WHAT TO PRODUCE
Once you have read the records, write them out again exactly.

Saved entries
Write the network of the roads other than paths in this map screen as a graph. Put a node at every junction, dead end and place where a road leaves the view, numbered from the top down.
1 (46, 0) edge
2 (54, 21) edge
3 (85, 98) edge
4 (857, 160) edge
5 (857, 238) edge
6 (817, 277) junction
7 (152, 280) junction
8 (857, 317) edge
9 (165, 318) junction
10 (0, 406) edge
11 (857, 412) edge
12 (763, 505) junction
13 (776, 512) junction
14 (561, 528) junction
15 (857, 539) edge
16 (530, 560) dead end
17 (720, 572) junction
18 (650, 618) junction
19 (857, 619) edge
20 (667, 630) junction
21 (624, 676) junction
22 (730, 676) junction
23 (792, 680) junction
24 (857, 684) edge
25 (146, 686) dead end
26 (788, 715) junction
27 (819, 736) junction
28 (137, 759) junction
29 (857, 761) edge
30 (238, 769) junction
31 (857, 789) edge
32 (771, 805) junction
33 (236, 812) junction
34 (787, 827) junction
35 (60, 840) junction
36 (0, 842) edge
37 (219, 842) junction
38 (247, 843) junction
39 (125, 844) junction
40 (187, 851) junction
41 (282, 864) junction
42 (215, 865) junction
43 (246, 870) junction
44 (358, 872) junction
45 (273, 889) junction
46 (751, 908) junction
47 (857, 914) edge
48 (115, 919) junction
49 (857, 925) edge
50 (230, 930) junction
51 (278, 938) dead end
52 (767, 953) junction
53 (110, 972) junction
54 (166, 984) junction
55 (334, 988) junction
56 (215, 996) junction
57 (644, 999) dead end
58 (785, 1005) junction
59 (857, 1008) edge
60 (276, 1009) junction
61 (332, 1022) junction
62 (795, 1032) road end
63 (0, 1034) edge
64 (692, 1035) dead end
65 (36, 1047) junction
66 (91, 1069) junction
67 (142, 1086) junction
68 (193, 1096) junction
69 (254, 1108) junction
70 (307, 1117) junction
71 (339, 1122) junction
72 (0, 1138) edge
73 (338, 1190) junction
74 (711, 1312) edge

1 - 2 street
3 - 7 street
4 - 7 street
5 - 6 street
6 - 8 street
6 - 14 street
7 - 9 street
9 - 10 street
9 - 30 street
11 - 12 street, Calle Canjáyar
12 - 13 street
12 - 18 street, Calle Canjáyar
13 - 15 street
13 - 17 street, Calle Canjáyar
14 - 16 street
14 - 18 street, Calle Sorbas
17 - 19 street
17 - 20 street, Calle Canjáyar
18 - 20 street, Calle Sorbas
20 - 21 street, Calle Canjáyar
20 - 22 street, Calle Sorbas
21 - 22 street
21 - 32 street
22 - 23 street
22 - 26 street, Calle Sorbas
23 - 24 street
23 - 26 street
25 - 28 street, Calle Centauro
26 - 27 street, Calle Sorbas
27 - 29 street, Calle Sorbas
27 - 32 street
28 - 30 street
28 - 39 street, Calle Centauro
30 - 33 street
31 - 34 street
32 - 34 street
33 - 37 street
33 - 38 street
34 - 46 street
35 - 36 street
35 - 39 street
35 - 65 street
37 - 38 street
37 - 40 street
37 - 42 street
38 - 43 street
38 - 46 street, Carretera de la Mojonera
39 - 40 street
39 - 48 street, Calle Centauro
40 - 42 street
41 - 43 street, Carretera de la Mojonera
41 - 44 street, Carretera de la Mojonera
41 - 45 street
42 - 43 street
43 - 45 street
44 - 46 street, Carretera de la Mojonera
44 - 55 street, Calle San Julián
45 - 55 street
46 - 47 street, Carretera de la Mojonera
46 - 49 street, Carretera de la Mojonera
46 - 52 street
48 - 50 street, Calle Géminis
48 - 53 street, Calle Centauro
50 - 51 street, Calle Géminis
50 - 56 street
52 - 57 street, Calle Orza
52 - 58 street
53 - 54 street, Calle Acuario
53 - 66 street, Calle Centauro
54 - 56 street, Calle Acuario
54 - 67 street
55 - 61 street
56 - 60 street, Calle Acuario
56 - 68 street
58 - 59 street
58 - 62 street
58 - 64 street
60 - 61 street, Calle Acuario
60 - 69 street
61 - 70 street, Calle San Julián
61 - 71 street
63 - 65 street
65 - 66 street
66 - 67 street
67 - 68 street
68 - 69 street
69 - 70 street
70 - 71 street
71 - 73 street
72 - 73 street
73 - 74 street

PROBLEM SOLUTION
Write the network of the roads other than paths in this map screen as a graph. Put a node at every junction, dead end and place where a road leaves the view, numbered from the top down.
1 (46, 0) edge
2 (54, 21) edge
3 (85, 98) edge
4 (857, 160) edge
5 (857, 238) edge
6 (817, 277) junction
7 (152, 280) junction
8 (857, 317) edge
9 (165, 318) junction
10 (0, 406) edge
11 (857, 412) edge
12 (763, 505) junction
13 (776, 512) junction
14 (561, 528) junction
15 (857, 539) edge
16 (530, 560) dead end
17 (720, 572) junction
18 (650, 618) junction
19 (857, 619) edge
20 (667, 630) junction
21 (624, 676) junction
22 (730, 676) junction
23 (792, 680) junction
24 (857, 684) edge
25 (146, 686) dead end
26 (788, 715) junction
27 (819, 736) junction
28 (137, 759) junction
29 (857, 761) edge
30 (238, 769) junction
31 (857, 789) edge
32 (771, 805) junction
33 (236, 812) junction
34 (787, 827) junction
35 (60, 840) junction
36 (0, 842) edge
37 (219, 842) junction
38 (247, 843) junction
39 (125, 844) junction
40 (187, 851) junction
41 (282, 864) junction
42 (215, 865) junction
43 (246, 870) junction
44 (358, 872) junction
45 (273, 889) junction
46 (751, 908) junction
47 (857, 914) edge
48 (115, 919) junction
49 (857, 925) edge
50 (230, 930) junction
51 (278, 938) dead end
52 (767, 953) junction
53 (110, 972) junction
54 (166, 984) junction
55 (334, 988) junction
56 (215, 996) junction
57 (644, 999) dead end
58 (785, 1005) junction
59 (857, 1008) edge
60 (276, 1009) junction
61 (332, 1022) junction
62 (795, 1032) road end
63 (0, 1034) edge
64 (692, 1035) dead end
65 (36, 1047) junction
66 (91, 1069) junction
67 (142, 1086) junction
68 (193, 1096) junction
69 (254, 1108) junction
70 (307, 1117) junction
71 (339, 1122) junction
72 (0, 1138) edge
73 (338, 1190) junction
74 (711, 1312) edge

1 - 2 street
3 - 7 street
4 - 7 street
5 - 6 street
6 - 8 street
6 - 14 street
7 - 9 street
9 - 10 street
9 - 30 street
11 - 12 street, Calle Canjáyar
12 - 13 street
12 - 18 street, Calle Canjáyar
13 - 15 street
13 - 17 street, Calle Canjáyar
14 - 16 street
14 - 18 street, Calle Sorbas
17 - 19 street
17 - 20 street, Calle Canjáyar
18 - 20 street, Calle Sorbas
20 - 21 street, Calle Canjáyar
20 - 22 street, Calle Sorbas
21 - 22 street
21 - 32 street
22 - 23 street
22 - 26 street, Calle Sorbas
23 - 24 street
23 - 26 street
25 - 28 street, Calle Centauro
26 - 27 street, Calle Sorbas
27 - 29 street, Calle Sorbas
27 - 32 street
28 - 30 street
28 - 39 street, Calle Centauro
30 - 33 street
31 - 34 street
32 - 34 street
33 - 37 street
33 - 38 street
34 - 46 street
35 - 36 street
35 - 39 street
35 - 65 street
37 - 38 street
37 - 40 street
37 - 42 street
38 - 43 street
38 - 46 street, Carretera de la Mojonera
39 - 40 street
39 - 48 street, Calle Centauro
40 - 42 street
41 - 43 street, Carretera de la Mojonera
41 - 44 street, Carretera de la Mojonera
41 - 45 street
42 - 43 street
43 - 45 street
44 - 46 street, Carretera de la Mojonera
44 - 55 street, Calle San Julián
45 - 55 street
46 - 47 street, Carretera de la Mojonera
46 - 49 street, Carretera de la Mojonera
46 - 52 street
48 - 50 street, Calle Géminis
48 - 53 street, Calle Centauro
50 - 51 street, Calle Géminis
50 - 56 street
52 - 57 street, Calle Orza
52 - 58 street
53 - 54 street, Calle Acuario
53 - 66 street, Calle Centauro
54 - 56 street, Calle Acuario
54 - 67 street
55 - 61 street
56 - 60 street, Calle Acuario
56 - 68 street
58 - 59 street
58 - 62 street
58 - 64 street
60 - 61 street, Calle Acuario
60 - 69 street
61 - 70 street, Calle San Julián
61 - 71 street
63 - 65 street
65 - 66 street
66 - 67 street
67 - 68 street
68 - 69 street
69 - 70 street
70 - 71 street
71 - 73 street
72 - 73 street
73 - 74 street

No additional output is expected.